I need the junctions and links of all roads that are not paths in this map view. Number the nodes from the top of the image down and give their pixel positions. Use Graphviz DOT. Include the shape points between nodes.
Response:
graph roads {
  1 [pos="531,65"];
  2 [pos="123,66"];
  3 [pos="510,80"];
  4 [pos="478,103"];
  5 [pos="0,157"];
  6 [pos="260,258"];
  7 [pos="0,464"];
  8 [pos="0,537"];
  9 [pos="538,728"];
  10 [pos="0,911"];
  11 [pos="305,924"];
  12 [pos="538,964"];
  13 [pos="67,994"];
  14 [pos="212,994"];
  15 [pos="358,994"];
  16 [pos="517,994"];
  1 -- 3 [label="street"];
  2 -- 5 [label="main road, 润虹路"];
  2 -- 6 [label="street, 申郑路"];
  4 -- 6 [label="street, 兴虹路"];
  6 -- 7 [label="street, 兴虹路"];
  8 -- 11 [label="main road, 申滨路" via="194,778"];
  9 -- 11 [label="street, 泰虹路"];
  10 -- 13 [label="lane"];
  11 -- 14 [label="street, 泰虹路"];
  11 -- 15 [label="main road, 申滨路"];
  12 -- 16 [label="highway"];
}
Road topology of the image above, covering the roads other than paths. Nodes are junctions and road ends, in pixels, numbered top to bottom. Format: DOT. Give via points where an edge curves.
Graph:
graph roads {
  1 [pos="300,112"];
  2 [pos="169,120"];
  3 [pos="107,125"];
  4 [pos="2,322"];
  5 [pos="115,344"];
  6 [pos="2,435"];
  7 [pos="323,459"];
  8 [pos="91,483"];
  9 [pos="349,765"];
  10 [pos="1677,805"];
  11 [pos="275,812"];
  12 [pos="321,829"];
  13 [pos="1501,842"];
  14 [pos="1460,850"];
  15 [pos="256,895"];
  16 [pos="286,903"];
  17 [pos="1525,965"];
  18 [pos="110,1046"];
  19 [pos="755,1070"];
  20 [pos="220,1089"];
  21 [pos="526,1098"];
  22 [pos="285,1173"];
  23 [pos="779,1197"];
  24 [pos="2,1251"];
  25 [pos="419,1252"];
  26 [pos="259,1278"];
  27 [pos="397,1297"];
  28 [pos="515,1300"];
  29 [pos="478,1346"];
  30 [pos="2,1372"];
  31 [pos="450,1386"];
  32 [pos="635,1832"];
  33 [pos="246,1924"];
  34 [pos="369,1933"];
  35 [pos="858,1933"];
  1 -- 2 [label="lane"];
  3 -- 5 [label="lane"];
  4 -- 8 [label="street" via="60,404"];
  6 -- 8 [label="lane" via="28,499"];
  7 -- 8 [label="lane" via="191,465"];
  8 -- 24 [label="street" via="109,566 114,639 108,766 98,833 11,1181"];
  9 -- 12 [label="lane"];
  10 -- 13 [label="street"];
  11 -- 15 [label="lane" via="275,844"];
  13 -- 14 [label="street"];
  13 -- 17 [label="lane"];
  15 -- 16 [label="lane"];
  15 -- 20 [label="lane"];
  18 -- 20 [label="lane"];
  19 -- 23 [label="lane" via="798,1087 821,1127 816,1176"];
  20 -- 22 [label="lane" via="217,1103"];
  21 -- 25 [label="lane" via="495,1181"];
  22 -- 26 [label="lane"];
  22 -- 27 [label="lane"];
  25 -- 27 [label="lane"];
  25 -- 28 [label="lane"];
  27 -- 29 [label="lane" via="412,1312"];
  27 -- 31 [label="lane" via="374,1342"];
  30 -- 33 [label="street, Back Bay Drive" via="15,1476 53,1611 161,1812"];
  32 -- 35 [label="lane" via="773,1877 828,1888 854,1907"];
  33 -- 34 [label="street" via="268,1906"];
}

=====

§ Exercise goal:
Among the records, find each line where the word "main" occurs, and copy it.

§ Output of the task:
  2 -- 5 [label="main road, 润虹路"];
  8 -- 11 [label="main road, 申滨路" via="194,778"];
  11 -- 15 [label="main road, 申滨路"];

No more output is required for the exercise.